So I think I've mentioned before how becoming disabled has turned me into something of a misogynist, haven't I? I've at least alluded to it, as I know I've mentioned several times that women by far treat me worse than men when it comes to disability-related issues. Women are way more likely to slam doors in my face, approach me with judgmental assertions, and so on. And I know I'm not the only one - I have other disabled friends who have experienced similar trends, and there are now various blogs like
FWD/Forward devoted to disability feminism explicitly because mainstream feminism pretty much consistently ignores disability issues and the intersectionality therein. I've never really understood why it's usually women who treat disabled people horribly, especially other disabled women, but I suspect it is somehow tied into the phenomenon of why women cut down other women, disabled or not. I suppose it's just that being disabled makes you an even more visible/easy target.
I know there are lots of compassionate women out there, and these are the ones I try hard to make allies with (the flip side of my experiences is that I've also found that, among my female friends and acquaintances who do understand disability, they are also more likely than the males to vocally assert my rights in tough situations). But overall, when I hear blanket statements about women being more caring and nurturing, my stomach turns, because I know from experience that's total bullshit.
Still, I try to give everyone I meet an equal chance. I try to be open to the possibility that maybe things will change, maybe it is that women have fewer opportunities to interact with disabled people and it's simply an awareness issue. But it isn't easy.
Latest case in point:
this news story. In sum: A couple and their kids are living in the Beaches, a trendy neighbourhood in Toronto. The wife develops a condition that requires her to use a wheelchair and suddenly their house is not suitable because it is not wheelchair-friendly. Not wanting to leave the neighbourhood, disrupt their kids' schooling, etc., they start looking for an alternative. They are unable to find a condo big enough for the whole family, but after searching for 18 months, a house on a large enough lot becomes available. The house itself is not wheelchair-accessible, but after making sure they would be allowed to tear it down and rebuild a new one, they purchase it. The husband makes the "mistake" of blogging about the demolition and a neighbour discovers this and recruits her city councillor to help designate the house as a heritage property (i.e. can not be torn down). Another Beaches property owner, who doesn't even live there (she lives in Germany), also joins the fight against demolition of the house. The city councillor quickly submits a motion to designate the property a heritage site, but she ends up having to withdraw the motion, as the family has now obtained the demolition permit.
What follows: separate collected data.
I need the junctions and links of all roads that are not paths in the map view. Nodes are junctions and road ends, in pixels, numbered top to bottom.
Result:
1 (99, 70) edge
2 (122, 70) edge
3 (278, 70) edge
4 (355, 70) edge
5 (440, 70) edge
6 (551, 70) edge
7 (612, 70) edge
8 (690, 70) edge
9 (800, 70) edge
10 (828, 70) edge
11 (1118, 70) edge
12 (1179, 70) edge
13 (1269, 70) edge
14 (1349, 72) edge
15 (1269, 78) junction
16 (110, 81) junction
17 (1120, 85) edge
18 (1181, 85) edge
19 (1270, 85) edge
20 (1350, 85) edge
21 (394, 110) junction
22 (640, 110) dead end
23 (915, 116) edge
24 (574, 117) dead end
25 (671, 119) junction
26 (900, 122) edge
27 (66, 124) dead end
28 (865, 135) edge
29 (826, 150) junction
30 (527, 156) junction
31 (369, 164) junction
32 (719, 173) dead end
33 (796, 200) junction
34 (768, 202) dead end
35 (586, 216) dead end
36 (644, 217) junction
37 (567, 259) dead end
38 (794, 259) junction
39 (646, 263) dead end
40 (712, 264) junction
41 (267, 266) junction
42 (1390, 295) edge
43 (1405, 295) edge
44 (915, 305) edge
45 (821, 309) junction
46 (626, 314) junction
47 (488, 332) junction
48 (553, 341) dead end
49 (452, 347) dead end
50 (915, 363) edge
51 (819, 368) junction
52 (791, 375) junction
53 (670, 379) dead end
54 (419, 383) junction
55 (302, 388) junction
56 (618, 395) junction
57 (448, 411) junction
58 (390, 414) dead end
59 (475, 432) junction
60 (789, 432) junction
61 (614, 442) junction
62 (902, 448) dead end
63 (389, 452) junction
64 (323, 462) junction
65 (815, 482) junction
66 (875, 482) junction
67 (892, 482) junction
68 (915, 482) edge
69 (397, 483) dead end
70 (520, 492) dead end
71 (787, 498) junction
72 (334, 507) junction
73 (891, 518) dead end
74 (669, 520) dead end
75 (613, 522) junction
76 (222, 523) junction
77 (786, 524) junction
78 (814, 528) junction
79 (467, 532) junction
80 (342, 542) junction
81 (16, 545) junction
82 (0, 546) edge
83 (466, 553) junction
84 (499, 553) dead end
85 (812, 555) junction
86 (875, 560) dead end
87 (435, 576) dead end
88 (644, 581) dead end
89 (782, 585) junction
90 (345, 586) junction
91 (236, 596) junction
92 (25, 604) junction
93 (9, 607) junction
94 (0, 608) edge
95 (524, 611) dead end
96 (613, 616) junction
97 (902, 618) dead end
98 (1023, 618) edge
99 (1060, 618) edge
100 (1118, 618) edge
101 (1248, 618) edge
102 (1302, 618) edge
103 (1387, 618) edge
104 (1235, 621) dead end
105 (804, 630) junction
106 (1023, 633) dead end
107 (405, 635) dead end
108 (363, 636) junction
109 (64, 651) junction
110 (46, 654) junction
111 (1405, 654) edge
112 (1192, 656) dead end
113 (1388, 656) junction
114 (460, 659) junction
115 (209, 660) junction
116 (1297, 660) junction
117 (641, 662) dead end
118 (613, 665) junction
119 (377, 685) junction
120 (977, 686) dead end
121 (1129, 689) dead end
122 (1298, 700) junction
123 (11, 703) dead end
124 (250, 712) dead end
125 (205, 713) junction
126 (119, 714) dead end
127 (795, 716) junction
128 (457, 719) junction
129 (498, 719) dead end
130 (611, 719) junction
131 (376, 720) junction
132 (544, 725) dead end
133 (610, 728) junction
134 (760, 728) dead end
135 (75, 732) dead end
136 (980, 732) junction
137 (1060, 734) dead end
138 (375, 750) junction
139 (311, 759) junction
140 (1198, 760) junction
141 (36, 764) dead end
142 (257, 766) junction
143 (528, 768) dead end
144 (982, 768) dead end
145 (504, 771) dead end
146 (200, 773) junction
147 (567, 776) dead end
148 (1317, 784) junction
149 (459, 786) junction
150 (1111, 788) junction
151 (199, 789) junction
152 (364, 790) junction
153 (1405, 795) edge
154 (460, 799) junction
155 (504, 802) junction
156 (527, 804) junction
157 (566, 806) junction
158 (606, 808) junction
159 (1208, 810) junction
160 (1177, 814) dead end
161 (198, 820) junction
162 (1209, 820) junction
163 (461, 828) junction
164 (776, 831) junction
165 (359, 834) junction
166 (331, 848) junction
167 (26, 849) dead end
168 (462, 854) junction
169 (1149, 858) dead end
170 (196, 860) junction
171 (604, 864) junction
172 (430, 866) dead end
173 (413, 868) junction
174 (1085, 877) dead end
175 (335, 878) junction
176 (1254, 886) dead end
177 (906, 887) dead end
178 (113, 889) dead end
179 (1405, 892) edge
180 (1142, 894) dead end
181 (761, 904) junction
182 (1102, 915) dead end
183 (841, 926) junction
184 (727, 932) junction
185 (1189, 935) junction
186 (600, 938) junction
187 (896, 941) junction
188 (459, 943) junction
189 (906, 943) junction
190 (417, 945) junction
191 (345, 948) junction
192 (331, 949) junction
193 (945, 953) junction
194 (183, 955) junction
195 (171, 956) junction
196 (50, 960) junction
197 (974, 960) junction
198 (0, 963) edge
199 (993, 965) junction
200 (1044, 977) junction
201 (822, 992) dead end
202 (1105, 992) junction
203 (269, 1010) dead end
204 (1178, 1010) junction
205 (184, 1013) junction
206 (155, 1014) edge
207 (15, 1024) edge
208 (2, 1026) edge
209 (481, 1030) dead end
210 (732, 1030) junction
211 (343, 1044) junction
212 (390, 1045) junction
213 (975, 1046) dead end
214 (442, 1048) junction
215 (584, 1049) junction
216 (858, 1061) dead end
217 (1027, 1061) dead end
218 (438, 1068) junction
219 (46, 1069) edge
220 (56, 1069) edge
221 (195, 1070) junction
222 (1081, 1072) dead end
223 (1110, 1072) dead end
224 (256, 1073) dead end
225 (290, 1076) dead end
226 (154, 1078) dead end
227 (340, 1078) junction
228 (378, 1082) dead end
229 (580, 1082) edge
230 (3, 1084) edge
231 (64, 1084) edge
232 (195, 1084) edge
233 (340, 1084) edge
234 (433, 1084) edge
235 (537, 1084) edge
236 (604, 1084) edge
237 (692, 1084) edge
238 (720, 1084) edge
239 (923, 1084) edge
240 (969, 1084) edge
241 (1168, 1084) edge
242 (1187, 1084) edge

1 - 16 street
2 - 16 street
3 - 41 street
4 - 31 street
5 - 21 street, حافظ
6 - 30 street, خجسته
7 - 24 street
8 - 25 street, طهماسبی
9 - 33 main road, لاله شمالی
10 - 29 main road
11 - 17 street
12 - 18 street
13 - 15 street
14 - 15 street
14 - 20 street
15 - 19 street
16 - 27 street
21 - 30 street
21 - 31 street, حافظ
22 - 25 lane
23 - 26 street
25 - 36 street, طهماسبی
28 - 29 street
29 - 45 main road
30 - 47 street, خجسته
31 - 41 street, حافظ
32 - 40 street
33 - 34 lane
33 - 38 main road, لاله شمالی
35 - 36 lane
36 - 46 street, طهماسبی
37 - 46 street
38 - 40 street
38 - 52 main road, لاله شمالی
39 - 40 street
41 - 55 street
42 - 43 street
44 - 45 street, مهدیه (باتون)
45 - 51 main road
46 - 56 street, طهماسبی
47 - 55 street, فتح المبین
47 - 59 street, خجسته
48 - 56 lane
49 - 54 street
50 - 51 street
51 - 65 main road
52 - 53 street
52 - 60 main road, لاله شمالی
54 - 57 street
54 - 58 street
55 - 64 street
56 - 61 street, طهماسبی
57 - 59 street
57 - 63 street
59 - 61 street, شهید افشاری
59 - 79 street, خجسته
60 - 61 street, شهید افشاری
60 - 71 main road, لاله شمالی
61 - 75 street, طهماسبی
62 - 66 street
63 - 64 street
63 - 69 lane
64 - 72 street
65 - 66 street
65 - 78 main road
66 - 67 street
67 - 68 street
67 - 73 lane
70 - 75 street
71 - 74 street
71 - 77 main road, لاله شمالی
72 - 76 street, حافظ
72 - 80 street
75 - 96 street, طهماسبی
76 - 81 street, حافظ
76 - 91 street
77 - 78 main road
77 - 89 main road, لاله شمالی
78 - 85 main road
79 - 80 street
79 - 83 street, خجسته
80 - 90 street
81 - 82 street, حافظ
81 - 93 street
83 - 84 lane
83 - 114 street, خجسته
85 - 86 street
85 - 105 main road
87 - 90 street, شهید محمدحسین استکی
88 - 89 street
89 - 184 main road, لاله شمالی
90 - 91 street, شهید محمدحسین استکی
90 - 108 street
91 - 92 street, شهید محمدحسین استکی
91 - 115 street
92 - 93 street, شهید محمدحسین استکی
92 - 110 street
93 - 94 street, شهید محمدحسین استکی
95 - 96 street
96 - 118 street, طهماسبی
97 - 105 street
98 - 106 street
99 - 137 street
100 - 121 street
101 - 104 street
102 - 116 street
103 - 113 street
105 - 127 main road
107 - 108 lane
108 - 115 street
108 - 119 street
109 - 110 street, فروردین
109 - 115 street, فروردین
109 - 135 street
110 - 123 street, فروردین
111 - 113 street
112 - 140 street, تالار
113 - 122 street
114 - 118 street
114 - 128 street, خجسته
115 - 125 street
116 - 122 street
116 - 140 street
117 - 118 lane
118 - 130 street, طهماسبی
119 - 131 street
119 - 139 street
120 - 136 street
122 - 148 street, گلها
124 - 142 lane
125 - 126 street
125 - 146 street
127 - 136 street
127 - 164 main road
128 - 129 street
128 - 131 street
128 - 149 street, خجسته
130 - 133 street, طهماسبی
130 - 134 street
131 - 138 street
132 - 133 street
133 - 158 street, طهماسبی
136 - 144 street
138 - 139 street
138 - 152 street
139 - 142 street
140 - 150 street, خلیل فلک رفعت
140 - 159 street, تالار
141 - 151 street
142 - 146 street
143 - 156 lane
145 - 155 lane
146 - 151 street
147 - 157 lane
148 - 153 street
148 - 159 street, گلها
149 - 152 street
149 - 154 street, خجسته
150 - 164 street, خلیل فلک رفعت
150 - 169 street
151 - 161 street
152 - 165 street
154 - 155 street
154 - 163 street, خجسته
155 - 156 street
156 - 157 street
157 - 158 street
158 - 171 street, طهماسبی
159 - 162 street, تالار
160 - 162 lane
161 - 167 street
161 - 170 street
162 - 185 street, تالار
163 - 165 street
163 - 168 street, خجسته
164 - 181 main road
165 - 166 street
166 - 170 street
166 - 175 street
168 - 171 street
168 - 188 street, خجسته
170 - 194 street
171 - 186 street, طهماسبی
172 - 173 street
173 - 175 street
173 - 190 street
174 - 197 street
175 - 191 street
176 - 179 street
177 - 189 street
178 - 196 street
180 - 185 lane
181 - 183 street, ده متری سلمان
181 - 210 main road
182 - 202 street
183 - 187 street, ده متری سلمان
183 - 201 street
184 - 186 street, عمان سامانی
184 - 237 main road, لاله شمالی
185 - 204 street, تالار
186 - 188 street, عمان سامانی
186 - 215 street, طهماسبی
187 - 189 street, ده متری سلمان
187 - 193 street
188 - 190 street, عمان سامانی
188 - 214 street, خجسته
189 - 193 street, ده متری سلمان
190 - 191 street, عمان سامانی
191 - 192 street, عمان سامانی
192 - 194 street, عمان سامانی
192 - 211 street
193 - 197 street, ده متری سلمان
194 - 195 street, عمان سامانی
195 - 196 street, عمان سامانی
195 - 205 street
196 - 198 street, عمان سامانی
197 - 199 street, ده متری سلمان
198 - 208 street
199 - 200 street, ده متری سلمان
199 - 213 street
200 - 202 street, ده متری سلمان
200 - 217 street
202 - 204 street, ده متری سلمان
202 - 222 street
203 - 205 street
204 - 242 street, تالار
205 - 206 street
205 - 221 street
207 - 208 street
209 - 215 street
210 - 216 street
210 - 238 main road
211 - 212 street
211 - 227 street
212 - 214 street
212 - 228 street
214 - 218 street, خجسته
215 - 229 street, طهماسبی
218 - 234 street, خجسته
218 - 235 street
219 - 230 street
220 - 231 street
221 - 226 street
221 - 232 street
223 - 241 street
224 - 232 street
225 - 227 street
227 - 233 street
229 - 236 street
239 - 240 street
It's such a clusterfuck of issues, e.g. is something valuable just because it is old? if someone owns property, should they be allowed to do what they want even if it deviates from the rest of the neighbourhood? why is the heritage designation process so easily manipulated outside the control of the property owner? etc.
But for me, the two most disturbing issues are:
1) the notion that property values could ever trump human rights (there's a lot of online comments claiming "it's not a disability/human rights issue" or that the family has mentioned the disability only as a ploy to get support for their project - I wish I were joking!);
and even more so, which I haven't seen explicitly highlighted anywhere, is that:
2) the most vocal opponents of the demolition are/were all women - the neighbours and the councillor. And it's hard not to get furious when I read comments from a women in one of the related blogs claiming that the wife should stick to using the back entrance of the existing house which apparently is accessible. Never mind that it doesn't change the fact the rest of the house is inaccessible; in any other context, telling someone they are not allowed the same access is unacceptable. Even up to the bitter end, the neighbours and the councillor are declaring their opposition (the councillor even had the gall to tell the family
publically that they should have consulted her before buying the house, essentially blaming them for the whole mess!)
It enrages and saddens me that it's women actively oppressing another women (and in this case it's clearly not a simple issue of awareness of the challenges faced by a person with a disability). I try to remind myself that it could be just another coincidence, but I'm having trouble believing myself.
It's also my disability that's made me a small "l" liberal and small "a" activist (I don't do any group activism at all anymore), for essentially the same reasons. There is so much hypocrisy on the left about being inclusive, etc. but with zero actual support (and in many cases
active opposition) for the core issues. At least conservatives don't claim to care about us cripples. But that's a rant for another day.